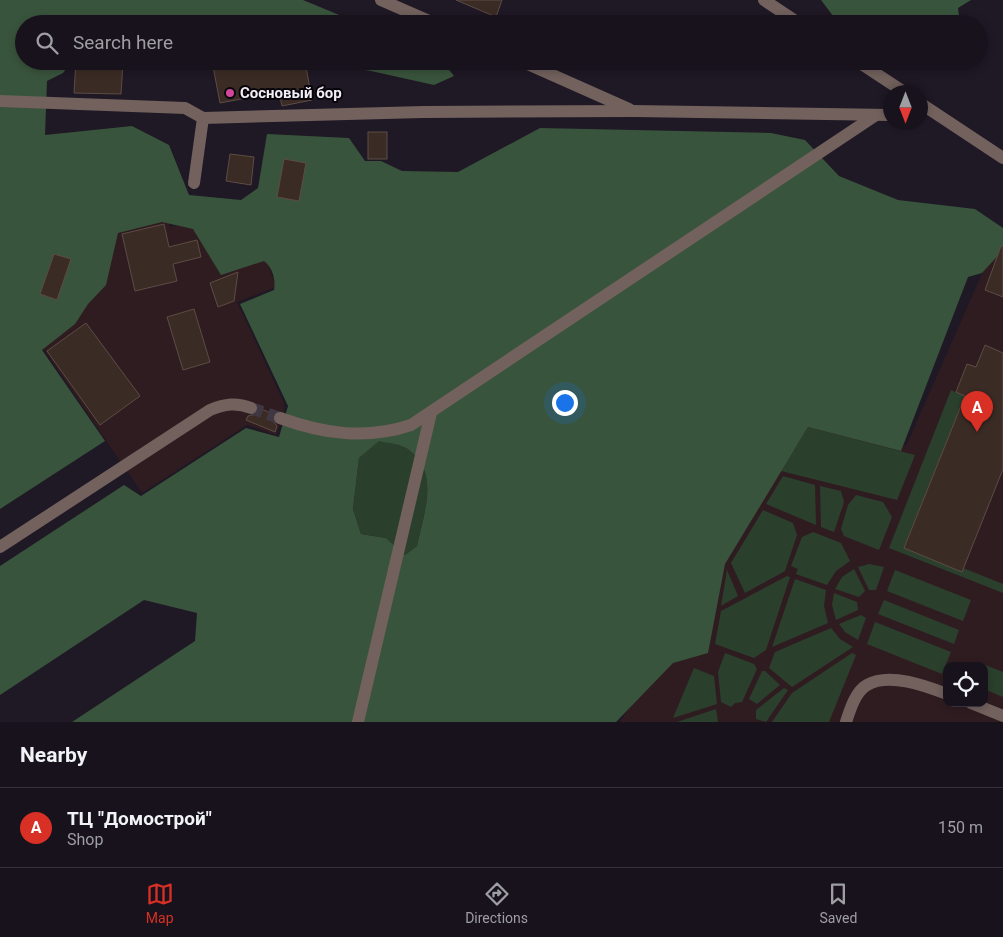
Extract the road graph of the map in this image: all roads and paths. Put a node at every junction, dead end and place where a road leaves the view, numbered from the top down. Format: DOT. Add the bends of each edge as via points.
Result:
graph roads {
  1 [pos="382,0"];
  2 [pos="764,0"];
  3 [pos="416,15"];
  4 [pos="786,15"];
  5 [pos="541,70"];
  6 [pos="871,70"];
  7 [pos="893,85"];
  8 [pos="0,101"];
  9 [pos="928,108"];
  10 [pos="634,111"];
  11 [pos="876,115"];
  12 [pos="883,115"];
  13 [pos="928,115"];
  14 [pos="938,115"];
  15 [pos="203,118"];
  16 [pos="1003,158"];
  17 [pos="194,183"];
  18 [pos="251,408"];
  19 [pos="431,413"];
  20 [pos="280,418"];
  21 [pos="0,547"];
  22 [pos="943,692"];
  23 [pos="981,707"];
  24 [pos="1003,716"];
  25 [pos="358,722"];
  26 [pos="846,722"];
  1 -- 3 [label="lane"];
  2 -- 4 [label="lane"];
  5 -- 10 [label="lane"];
  6 -- 7 [label="lane"];
  8 -- 15 [label="lane" via="185,108"];
  9 -- 14 [label="lane"];
  10 -- 11 [label="lane"];
  10 -- 15 [label="lane"];
  11 -- 12 [label="lane"];
  11 -- 19 [label="lane"];
  13 -- 14 [label="lane"];
  14 -- 16 [label="lane"];
  15 -- 17 [label="lane"];
  18 -- 21 [label="lane" via="227,404 210,410"];
  19 -- 20 [label="lane" via="411,425 372,435 333,433 306,428"];
  19 -- 25 [label="lane"];
  22 -- 26 [label="lane" via="920,683 892,680 867,685 854,701"];
  23 -- 24 [label="lane"];
}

§

### What the task requires
Repeat each entry above exactly, passing over any images.

### Result for this task
Extract the road graph of the map in this image: all roads and paths. Put a node at every junction, dead end and place where a road leaves the view, numbered from the top down. Format: DOT. Add the bends of each edge as via points.
Result:
graph roads {
  1 [pos="382,0"];
  2 [pos="764,0"];
  3 [pos="416,15"];
  4 [pos="786,15"];
  5 [pos="541,70"];
  6 [pos="871,70"];
  7 [pos="893,85"];
  8 [pos="0,101"];
  9 [pos="928,108"];
  10 [pos="634,111"];
  11 [pos="876,115"];
  12 [pos="883,115"];
  13 [pos="928,115"];
  14 [pos="938,115"];
  15 [pos="203,118"];
  16 [pos="1003,158"];
  17 [pos="194,183"];
  18 [pos="251,408"];
  19 [pos="431,413"];
  20 [pos="280,418"];
  21 [pos="0,547"];
  22 [pos="943,692"];
  23 [pos="981,707"];
  24 [pos="1003,716"];
  25 [pos="358,722"];
  26 [pos="846,722"];
  1 -- 3 [label="lane"];
  2 -- 4 [label="lane"];
  5 -- 10 [label="lane"];
  6 -- 7 [label="lane"];
  8 -- 15 [label="lane" via="185,108"];
  9 -- 14 [label="lane"];
  10 -- 11 [label="lane"];
  10 -- 15 [label="lane"];
  11 -- 12 [label="lane"];
  11 -- 19 [label="lane"];
  13 -- 14 [label="lane"];
  14 -- 16 [label="lane"];
  15 -- 17 [label="lane"];
  18 -- 21 [label="lane" via="227,404 210,410"];
  19 -- 20 [label="lane" via="411,425 372,435 333,433 306,428"];
  19 -- 25 [label="lane"];
  22 -- 26 [label="lane" via="920,683 892,680 867,685 854,701"];
  23 -- 24 [label="lane"];
}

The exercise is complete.